At the same time, the demand for globally connected systems brings more and more data management needs that can be solved using modern data management technologies combined with web/cloud architecture and microservices. Back in my Data Management for PLM in the 21st century, I shared an insight on what database technologies are now available and they can be used together for advanced PLM applications. Usage of the right database technology for the right task will be a future approach that already started to be implemented in modern cloud-based platforms (Eg. Autodesk Forge, Onshape, OpenBOM, and some others).

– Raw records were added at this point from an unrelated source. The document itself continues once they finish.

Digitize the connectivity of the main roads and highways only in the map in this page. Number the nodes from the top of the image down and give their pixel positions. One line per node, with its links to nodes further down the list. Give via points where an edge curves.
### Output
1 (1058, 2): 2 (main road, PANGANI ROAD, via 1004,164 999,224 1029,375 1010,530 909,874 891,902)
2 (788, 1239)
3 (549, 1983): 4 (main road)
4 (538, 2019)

Check for some additional examples here – How to use multiple database implementations to scale online web services. Here is one important passage to explain polyglot persistence.
…the database architecture approach related to the use of multiple databases called polyglot persistence. The core idea is quite simple. To understand it, you need to think back in time when every software vendor had a dilemma about what programming language to use. Advanced components and web tech made this question irrelevant. We use multiple languages for web, servers, and other applications, which is polyglot programming now. The same is happening now with data – service-based architecture makes it very easy and efficient to use multiple databases to get advantages of technologies to optimize and simplify data management layers.

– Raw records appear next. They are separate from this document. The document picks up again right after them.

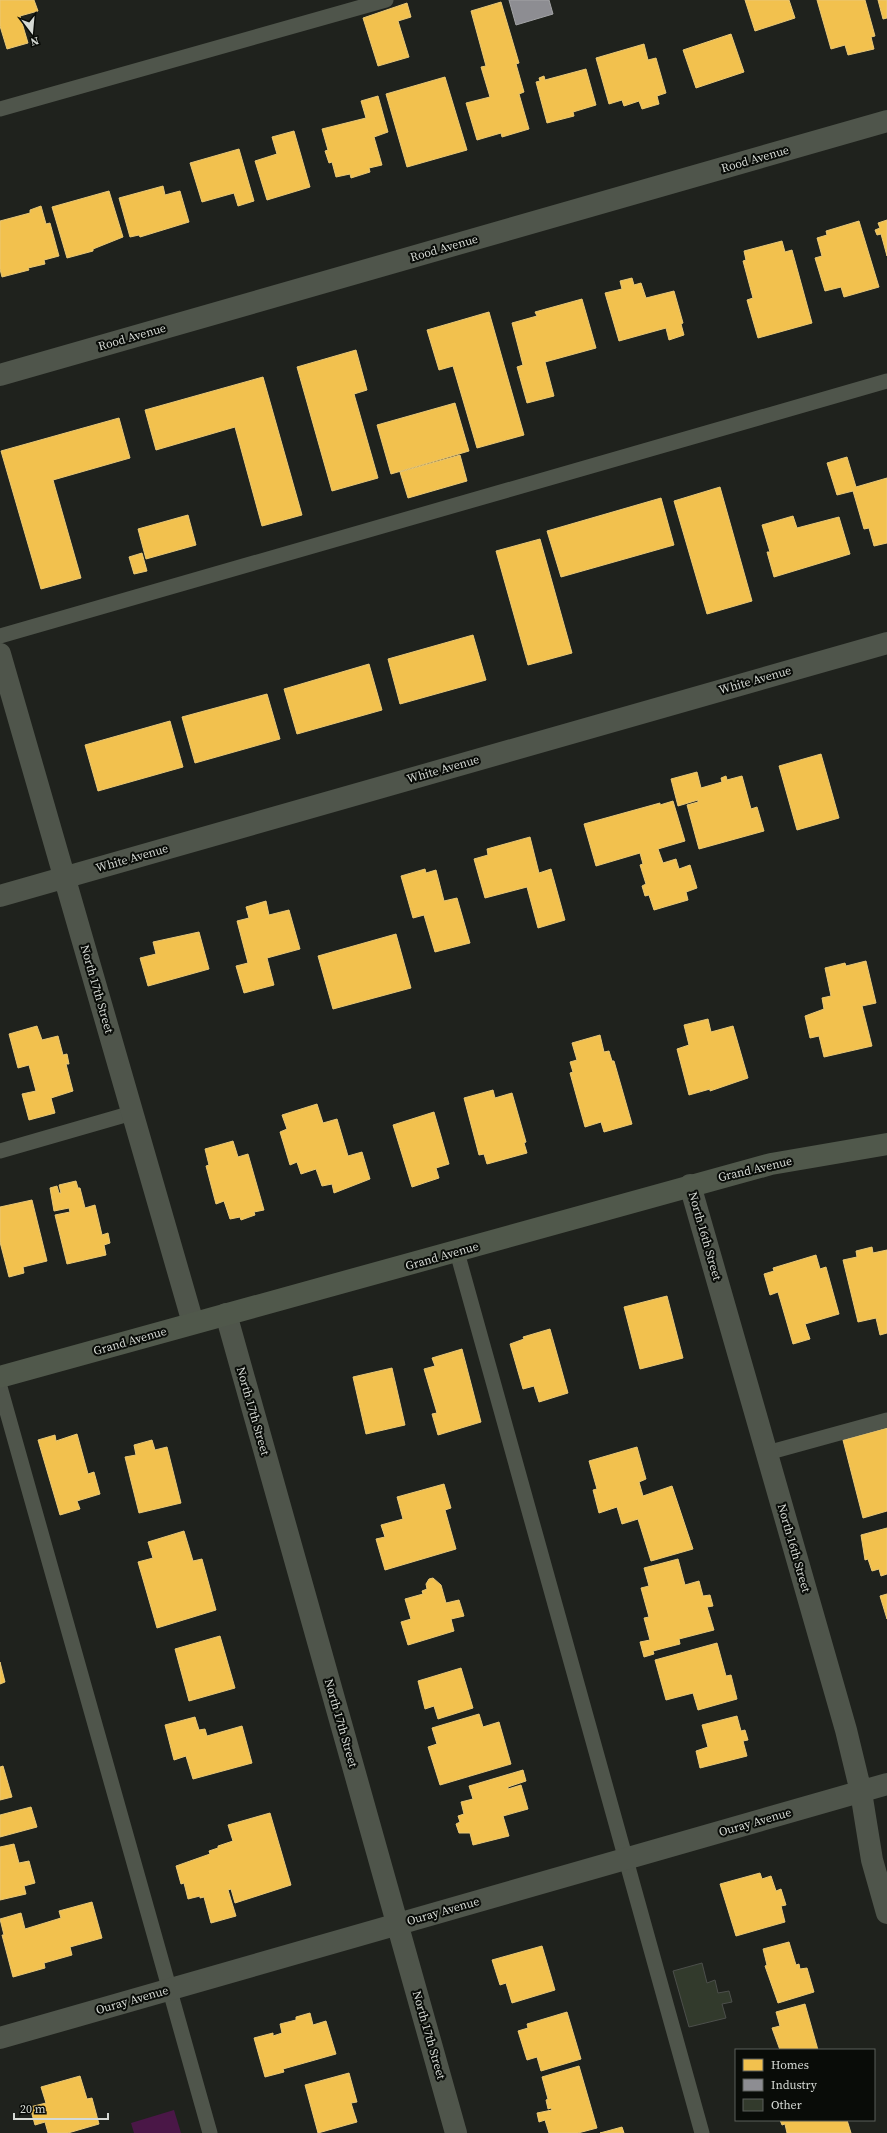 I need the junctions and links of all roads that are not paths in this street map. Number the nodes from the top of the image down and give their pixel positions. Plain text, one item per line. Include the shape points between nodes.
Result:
1 (386, 0) edge
2 (0, 109) edge
3 (887, 121) edge
4 (0, 375) edge
5 (887, 381) edge
6 (0, 636) edge
7 (887, 643) edge
8 (0, 654) edge
9 (64, 878) junction
10 (0, 896) edge
11 (132, 1113) junction
12 (887, 1144) edge
13 (0, 1151) edge
14 (690, 1185) junction
15 (457, 1252) junction
16 (226, 1314) junction
17 (193, 1323) junction
18 (0, 1377) edge
19 (0, 1387) edge
20 (887, 1420) edge
21 (767, 1453) junction
22 (887, 1784) edge
23 (861, 1792) junction
24 (625, 1859) junction
25 (887, 1913) edge
26 (398, 1924) junction
27 (169, 1989) junction
28 (0, 2038) edge
29 (210, 2133) edge
30 (456, 2133) edge
31 (702, 2133) edge

1 - 2 lane
3 - 4 street, Rood Avenue
5 - 6 lane
7 - 9 street, White Avenue
8 - 9 street, North 17th Street
9 - 10 street, White Avenue
9 - 11 street, North 17th Street
11 - 13 lane
11 - 17 street, North 17th Street
12 - 14 street, Grand Avenue via 771,1164
14 - 15 street, Grand Avenue
14 - 21 street, North 16th Street
15 - 16 street, Grand Avenue
15 - 24 lane
16 - 17 street, Grand Avenue
16 - 26 street, North 17th Street
17 - 18 street, Grand Avenue
19 - 27 lane
20 - 21 lane
21 - 23 street, North 16th Street via 846,1730
22 - 23 street, Ouray Avenue
23 - 24 street, Ouray Avenue
23 - 25 street, North 16th Street via 872,1860
24 - 26 street, Ouray Avenue
24 - 31 lane
26 - 27 street, Ouray Avenue
26 - 30 street, North 17th Street
27 - 28 street, Ouray Avenue
27 - 29 lane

Modern systems are now available as online services. Here is an example of Autodesk Forge Data Servies and OpenBOM Services. The next step will be injecting semantic data modeling using RDF and OWL into PLM applications provided as online services using multiple databases (polyglot persistence foundation). A combination of online PLM web services can be used to plug a complex data model into a more advanced data management solution. The approach was described by Mercedes Benz Cars paper and become a foundation for the semantic federation layer for a digital thread.
What is my conclusion?
PLM systems are transforming. In the next 5-10 years, PLM will transform from enterprise applications using SQL database technology and relational data models to online connected services to provide a foundation for solutions to support a modern digital thread between multiple engineering and manufacturing entities, connecting customers and providing a solution for an entire product lifecycle. To have an SQL data model was enough to manage CAD files and their lifecycle. The demand for modern PLM systems is much higher and there is a need for solutions that are focusing on how to support resilient data management for these applications. This is why I can see an increased interest in the semantic web, RDF, and OWL as technologies for future PLM data models. It will take some time to get these systems implemented and to become more mature, but general directions towards more expressive data management make more sense to me. If you’re a PLM architect looking for the future of data architecture for industrial companies, getting up to speed with RDF/OWL would be an absolutely important step for your 2022/2023 goals. For PLM vendors, retooling will be hard as most of the legacy PLM systems are single-tenant, SQL data model-based. But even so, switching to online services, to support micro-services, polyglot persistence, and considering RDF/OWL model to support a digital thread can be a good starting point. Just my thoughts…
Disclaimer: I’m co-founder and CEO of OpenBOM developing a digital cloud-native PDM & PLM platform that manages product data and connects manufacturers, construction companies, and their supply chain networks. My opinion can be unintentionally biased.